Entries taken from a collection:
--- --- ---
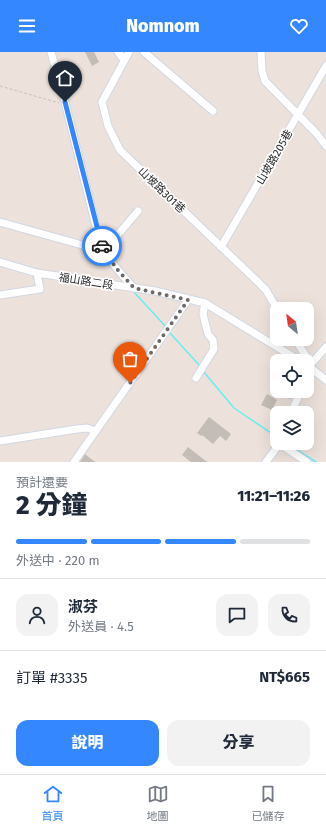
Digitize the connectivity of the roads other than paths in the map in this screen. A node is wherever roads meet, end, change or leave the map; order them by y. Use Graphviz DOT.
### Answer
graph roads {
  1 [pos="51,52"];
  2 [pos="118,52"];
  3 [pos="129,52"];
  4 [pos="144,52"];
  5 [pos="261,52"];
  6 [pos="124,60"];
  7 [pos="326,66"];
  8 [pos="213,111"];
  9 [pos="298,115"];
  10 [pos="326,146"];
  11 [pos="138,211"];
  12 [pos="0,222"];
  13 [pos="221,247"];
  14 [pos="104,251"];
  15 [pos="0,262"];
  16 [pos="37,273"];
  17 [pos="134,288"];
  18 [pos="0,295"];
  19 [pos="188,300"];
  20 [pos="273,302"];
  21 [pos="205,303"];
  22 [pos="326,347"];
  23 [pos="289,354"];
  24 [pos="121,361"];
  25 [pos="314,361"];
  26 [pos="314,370"];
  27 [pos="137,374"];
  28 [pos="196,378"];
  29 [pos="326,380"];
  30 [pos="96,431"];
  31 [pos="0,441"];
  32 [pos="275,450"];
  33 [pos="289,450"];
  34 [pos="74,462"];
  35 [pos="266,462"];
  36 [pos="307,462"];
  1 -- 14 [label="street"];
  2 -- 6 [label="street"];
  3 -- 6 [label="street, 山坡路301巷"];
  4 -- 8 [label="street"];
  5 -- 9 [label="street"];
  6 -- 13 [label="street, 山坡路301巷"];
  7 -- 9 [label="street, 山坡路205巷"];
  9 -- 10 [label="street"];
  9 -- 13 [label="street, 山坡路205巷"];
  11 -- 14 [label="street"];
  12 -- 14 [label="street"];
  13 -- 20 [label="street, 山坡路301巷"];
  14 -- 17 [label="street"];
  15 -- 16 [label="street, 福山路二段"];
  16 -- 17 [label="street, 福山路二段"];
  16 -- 18 [label="street"];
  17 -- 19 [label="street, 福山路二段"];
  19 -- 21 [label="street, 福山路二段"];
  19 -- 27 [label="street"];
  21 -- 23 [label="street, 福山路二段"];
  21 -- 28 [label="street"];
  22 -- 25 [label="street"];
  24 -- 27 [label="street"];
  26 -- 29 [label="street"];
  27 -- 30 [label="street"];
  30 -- 31 [label="street"];
  30 -- 34 [label="street"];
  32 -- 35 [label="street"];
  33 -- 36 [label="street"];
}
--- --- ---
No picture belongs in the answer, but every word of the records above does, exactly as given.

[Reply to the exercise]
Digitize the connectivity of the roads other than paths in the map in this screen. A node is wherever roads meet, end, change or leave the map; order them by y. Use Graphviz DOT.
### Answer
graph roads {
  1 [pos="51,52"];
  2 [pos="118,52"];
  3 [pos="129,52"];
  4 [pos="144,52"];
  5 [pos="261,52"];
  6 [pos="124,60"];
  7 [pos="326,66"];
  8 [pos="213,111"];
  9 [pos="298,115"];
  10 [pos="326,146"];
  11 [pos="138,211"];
  12 [pos="0,222"];
  13 [pos="221,247"];
  14 [pos="104,251"];
  15 [pos="0,262"];
  16 [pos="37,273"];
  17 [pos="134,288"];
  18 [pos="0,295"];
  19 [pos="188,300"];
  20 [pos="273,302"];
  21 [pos="205,303"];
  22 [pos="326,347"];
  23 [pos="289,354"];
  24 [pos="121,361"];
  25 [pos="314,361"];
  26 [pos="314,370"];
  27 [pos="137,374"];
  28 [pos="196,378"];
  29 [pos="326,380"];
  30 [pos="96,431"];
  31 [pos="0,441"];
  32 [pos="275,450"];
  33 [pos="289,450"];
  34 [pos="74,462"];
  35 [pos="266,462"];
  36 [pos="307,462"];
  1 -- 14 [label="street"];
  2 -- 6 [label="street"];
  3 -- 6 [label="street, 山坡路301巷"];
  4 -- 8 [label="street"];
  5 -- 9 [label="street"];
  6 -- 13 [label="street, 山坡路301巷"];
  7 -- 9 [label="street, 山坡路205巷"];
  9 -- 10 [label="street"];
  9 -- 13 [label="street, 山坡路205巷"];
  11 -- 14 [label="street"];
  12 -- 14 [label="street"];
  13 -- 20 [label="street, 山坡路301巷"];
  14 -- 17 [label="street"];
  15 -- 16 [label="street, 福山路二段"];
  16 -- 17 [label="street, 福山路二段"];
  16 -- 18 [label="street"];
  17 -- 19 [label="street, 福山路二段"];
  19 -- 21 [label="street, 福山路二段"];
  19 -- 27 [label="street"];
  21 -- 23 [label="street, 福山路二段"];
  21 -- 28 [label="street"];
  22 -- 25 [label="street"];
  24 -- 27 [label="street"];
  26 -- 29 [label="street"];
  27 -- 30 [label="street"];
  30 -- 31 [label="street"];
  30 -- 34 [label="street"];
  32 -- 35 [label="street"];
  33 -- 36 [label="street"];
}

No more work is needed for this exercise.